Data excerpts:
****
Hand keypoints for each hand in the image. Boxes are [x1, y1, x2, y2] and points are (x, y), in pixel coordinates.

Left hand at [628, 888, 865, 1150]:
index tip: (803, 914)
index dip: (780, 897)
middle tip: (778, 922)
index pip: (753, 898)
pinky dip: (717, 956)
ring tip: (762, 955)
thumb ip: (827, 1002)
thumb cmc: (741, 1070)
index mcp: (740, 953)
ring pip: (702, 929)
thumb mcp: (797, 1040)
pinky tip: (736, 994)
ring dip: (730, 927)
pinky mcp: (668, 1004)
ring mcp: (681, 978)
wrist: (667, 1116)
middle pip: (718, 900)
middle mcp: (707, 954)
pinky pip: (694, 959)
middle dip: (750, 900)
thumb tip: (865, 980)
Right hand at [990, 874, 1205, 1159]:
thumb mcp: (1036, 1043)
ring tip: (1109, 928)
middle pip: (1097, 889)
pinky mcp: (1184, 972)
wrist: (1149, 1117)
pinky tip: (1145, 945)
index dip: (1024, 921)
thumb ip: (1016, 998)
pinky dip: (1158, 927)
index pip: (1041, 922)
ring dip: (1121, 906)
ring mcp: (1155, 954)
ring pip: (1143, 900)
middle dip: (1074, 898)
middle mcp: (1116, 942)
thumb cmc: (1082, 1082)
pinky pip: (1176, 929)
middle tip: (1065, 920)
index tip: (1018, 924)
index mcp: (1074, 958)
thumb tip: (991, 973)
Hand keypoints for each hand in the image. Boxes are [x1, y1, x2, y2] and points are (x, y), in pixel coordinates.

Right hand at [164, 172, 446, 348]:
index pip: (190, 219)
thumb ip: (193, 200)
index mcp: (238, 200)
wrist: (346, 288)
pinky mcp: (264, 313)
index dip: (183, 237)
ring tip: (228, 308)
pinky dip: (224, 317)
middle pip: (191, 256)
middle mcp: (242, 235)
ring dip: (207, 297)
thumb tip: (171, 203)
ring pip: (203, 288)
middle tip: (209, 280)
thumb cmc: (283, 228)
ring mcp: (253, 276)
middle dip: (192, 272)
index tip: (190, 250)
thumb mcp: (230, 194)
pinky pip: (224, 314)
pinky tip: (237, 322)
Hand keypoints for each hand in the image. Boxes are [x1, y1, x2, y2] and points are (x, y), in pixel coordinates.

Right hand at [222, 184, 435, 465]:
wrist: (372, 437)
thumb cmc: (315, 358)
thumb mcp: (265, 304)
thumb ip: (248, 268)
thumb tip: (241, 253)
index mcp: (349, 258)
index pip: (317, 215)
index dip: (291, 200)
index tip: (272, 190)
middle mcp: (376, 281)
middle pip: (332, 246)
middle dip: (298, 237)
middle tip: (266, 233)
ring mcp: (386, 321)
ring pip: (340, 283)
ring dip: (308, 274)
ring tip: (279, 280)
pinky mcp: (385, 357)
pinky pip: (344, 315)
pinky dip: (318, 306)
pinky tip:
****
◆ YOUR INSTRUCTIONS: Go through the data above and return every line exactly.

◆ EXERCISE SOLUTION:
Hand keypoints for each hand in the image. Boxes are [x1, y1, x2, y2] and points are (x, y), in pixel coordinates.

Left hand at [628, 888, 865, 1150]:
index tip: (803, 914)
index dip: (780, 897)
middle tip: (778, 922)
index pip: (753, 898)
pinky dip: (717, 956)
ring tip: (762, 955)
thumb ip: (827, 1002)
thumb cmc: (741, 1070)
index mcp: (740, 953)
ring pip: (702, 929)
thumb mcp: (797, 1040)
pinky tip: (736, 994)
ring dip: (730, 927)
pinky mcp: (668, 1004)
ring mcp: (681, 978)
wrist: (667, 1116)
middle pip: (718, 900)
middle mcp: (707, 954)
pinky pip: (694, 959)
middle dip: (750, 900)
thumb tip: (865, 980)
Right hand at [990, 874, 1205, 1159]:
thumb mcp: (1036, 1043)
ring tip: (1109, 928)
middle pip: (1097, 889)
pinky mcp: (1184, 972)
wrist: (1149, 1117)
pinky tip: (1145, 945)
index dip: (1024, 921)
thumb ip: (1016, 998)
pinky dip: (1158, 927)
index pip: (1041, 922)
ring dip: (1121, 906)
ring mcp: (1155, 954)
ring pip: (1143, 900)
middle dip: (1074, 898)
middle mcp: (1116, 942)
thumb cmc: (1082, 1082)
pinky pip: (1176, 929)
middle tip: (1065, 920)
index tip: (1018, 924)
index mcp: (1074, 958)
thumb tip: (991, 973)
Hand keypoints for each hand in the image. Boxes are [x1, y1, x2, y2] and points are (x, y), in pixel coordinates.

Right hand at [164, 172, 446, 348]:
index pip: (190, 219)
thumb ip: (193, 200)
index mcp: (238, 200)
wrist: (346, 288)
pinky mcp: (264, 313)
index dip: (183, 237)
ring tip: (228, 308)
pinky dip: (224, 317)
middle pip: (191, 256)
middle mcp: (242, 235)
ring dip: (207, 297)
thumb tip: (171, 203)
ring pip: (203, 288)
middle tip: (209, 280)
thumb cmc: (283, 228)
ring mcp: (253, 276)
middle dip: (192, 272)
index tip: (190, 250)
thumb mcp: (230, 194)
pinky pip: (224, 314)
pinky tip: (237, 322)
Hand keypoints for each hand in the image. Boxes are [x1, y1, x2, y2] and points are (x, y), in pixel coordinates.

Right hand at [222, 184, 435, 465]:
wrist: (372, 437)
thumb cmc: (315, 358)
thumb mcp: (265, 304)
thumb ip: (248, 268)
thumb tip: (241, 253)
index mcp: (349, 258)
index pip: (317, 215)
index dip: (291, 200)
index tip: (272, 190)
middle mcp: (376, 281)
middle pip: (332, 246)
middle dip: (298, 237)
middle tip: (266, 233)
ring mcp: (386, 321)
ring pip: (340, 283)
ring dip: (308, 274)
ring tip: (279, 280)
pinky mcp: (385, 357)
pinky pip: (344, 315)
pinky dip: (318, 306)
pinky tip:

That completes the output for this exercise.